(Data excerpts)
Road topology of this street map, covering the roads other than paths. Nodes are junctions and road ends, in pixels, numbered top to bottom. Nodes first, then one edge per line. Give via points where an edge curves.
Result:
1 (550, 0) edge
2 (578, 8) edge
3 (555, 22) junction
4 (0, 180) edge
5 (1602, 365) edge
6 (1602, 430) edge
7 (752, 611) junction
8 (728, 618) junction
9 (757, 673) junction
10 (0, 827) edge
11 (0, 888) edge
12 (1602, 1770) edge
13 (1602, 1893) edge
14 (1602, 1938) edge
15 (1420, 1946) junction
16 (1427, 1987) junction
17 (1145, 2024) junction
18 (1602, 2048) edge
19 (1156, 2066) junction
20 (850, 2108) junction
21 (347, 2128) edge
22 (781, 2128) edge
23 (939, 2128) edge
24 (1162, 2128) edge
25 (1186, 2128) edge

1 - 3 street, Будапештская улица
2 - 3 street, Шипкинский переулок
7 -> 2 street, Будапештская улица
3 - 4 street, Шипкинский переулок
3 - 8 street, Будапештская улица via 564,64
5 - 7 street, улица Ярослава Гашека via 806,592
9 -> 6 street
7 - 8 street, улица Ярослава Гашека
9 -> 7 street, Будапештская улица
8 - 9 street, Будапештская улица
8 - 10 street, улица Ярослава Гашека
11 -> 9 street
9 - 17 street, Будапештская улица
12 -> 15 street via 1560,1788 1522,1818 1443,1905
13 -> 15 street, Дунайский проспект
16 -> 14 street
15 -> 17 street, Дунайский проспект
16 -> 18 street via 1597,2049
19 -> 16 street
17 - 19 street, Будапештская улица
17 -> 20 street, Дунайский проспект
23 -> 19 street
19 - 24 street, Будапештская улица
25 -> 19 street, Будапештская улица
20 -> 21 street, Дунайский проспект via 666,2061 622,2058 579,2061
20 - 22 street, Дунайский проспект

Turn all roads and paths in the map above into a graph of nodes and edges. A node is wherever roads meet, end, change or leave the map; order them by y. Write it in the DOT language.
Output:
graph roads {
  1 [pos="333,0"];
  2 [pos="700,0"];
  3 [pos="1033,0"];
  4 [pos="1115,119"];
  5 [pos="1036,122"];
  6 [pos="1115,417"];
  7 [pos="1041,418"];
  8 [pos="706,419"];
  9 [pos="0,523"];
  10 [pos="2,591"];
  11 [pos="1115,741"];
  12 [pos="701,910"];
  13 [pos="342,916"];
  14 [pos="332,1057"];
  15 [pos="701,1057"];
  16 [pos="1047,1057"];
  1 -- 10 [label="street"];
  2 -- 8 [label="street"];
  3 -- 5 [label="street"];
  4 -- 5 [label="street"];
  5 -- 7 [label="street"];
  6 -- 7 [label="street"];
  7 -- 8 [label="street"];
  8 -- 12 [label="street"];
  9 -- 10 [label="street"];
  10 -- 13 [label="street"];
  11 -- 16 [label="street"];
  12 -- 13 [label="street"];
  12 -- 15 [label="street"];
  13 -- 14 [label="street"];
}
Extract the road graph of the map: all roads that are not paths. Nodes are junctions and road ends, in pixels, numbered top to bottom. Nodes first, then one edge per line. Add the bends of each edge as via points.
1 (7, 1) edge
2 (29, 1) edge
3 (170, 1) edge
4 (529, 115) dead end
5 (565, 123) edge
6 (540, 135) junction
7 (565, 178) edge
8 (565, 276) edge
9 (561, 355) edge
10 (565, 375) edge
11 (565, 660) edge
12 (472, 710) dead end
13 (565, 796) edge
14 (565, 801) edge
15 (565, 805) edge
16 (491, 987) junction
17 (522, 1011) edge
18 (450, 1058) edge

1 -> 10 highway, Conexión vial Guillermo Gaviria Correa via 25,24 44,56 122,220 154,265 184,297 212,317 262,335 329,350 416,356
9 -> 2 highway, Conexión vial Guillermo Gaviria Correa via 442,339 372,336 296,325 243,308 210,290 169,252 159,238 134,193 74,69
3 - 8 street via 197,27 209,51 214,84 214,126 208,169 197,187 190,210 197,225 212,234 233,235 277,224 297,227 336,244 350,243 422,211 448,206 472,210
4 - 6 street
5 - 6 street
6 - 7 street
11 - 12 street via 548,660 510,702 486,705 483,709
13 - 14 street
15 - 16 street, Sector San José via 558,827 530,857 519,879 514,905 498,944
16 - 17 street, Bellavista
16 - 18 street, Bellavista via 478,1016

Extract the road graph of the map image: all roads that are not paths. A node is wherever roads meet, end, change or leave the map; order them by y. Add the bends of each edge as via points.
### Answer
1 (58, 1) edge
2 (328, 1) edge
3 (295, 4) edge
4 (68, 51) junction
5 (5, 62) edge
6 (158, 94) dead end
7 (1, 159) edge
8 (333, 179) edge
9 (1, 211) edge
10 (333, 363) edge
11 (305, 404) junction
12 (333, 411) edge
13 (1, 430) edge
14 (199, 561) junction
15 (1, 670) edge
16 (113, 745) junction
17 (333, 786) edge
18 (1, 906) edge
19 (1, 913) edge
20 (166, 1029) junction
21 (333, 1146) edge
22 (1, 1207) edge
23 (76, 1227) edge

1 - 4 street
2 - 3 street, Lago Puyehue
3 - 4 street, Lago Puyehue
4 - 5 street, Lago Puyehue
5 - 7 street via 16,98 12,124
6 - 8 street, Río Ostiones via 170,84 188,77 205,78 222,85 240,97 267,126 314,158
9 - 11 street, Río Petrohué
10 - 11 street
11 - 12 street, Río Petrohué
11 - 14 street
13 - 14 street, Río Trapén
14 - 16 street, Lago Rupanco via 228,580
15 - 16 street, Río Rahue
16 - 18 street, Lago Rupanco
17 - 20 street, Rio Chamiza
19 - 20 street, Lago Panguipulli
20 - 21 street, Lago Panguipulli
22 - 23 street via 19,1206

■ **Directions for this task**
What lines above hold the word "leave"? Pull each one out.

■ **Result for this task**
Turn all roads and paths in the map above into a graph of nodes and edges. A node is wherever roads meet, end, change or leave the map; order them by y. Write it in the DOT language.
Extract the road graph of the map image: all roads that are not paths. A node is wherever roads meet, end, change or leave the map; order them by y. Add the bends of each edge as via points.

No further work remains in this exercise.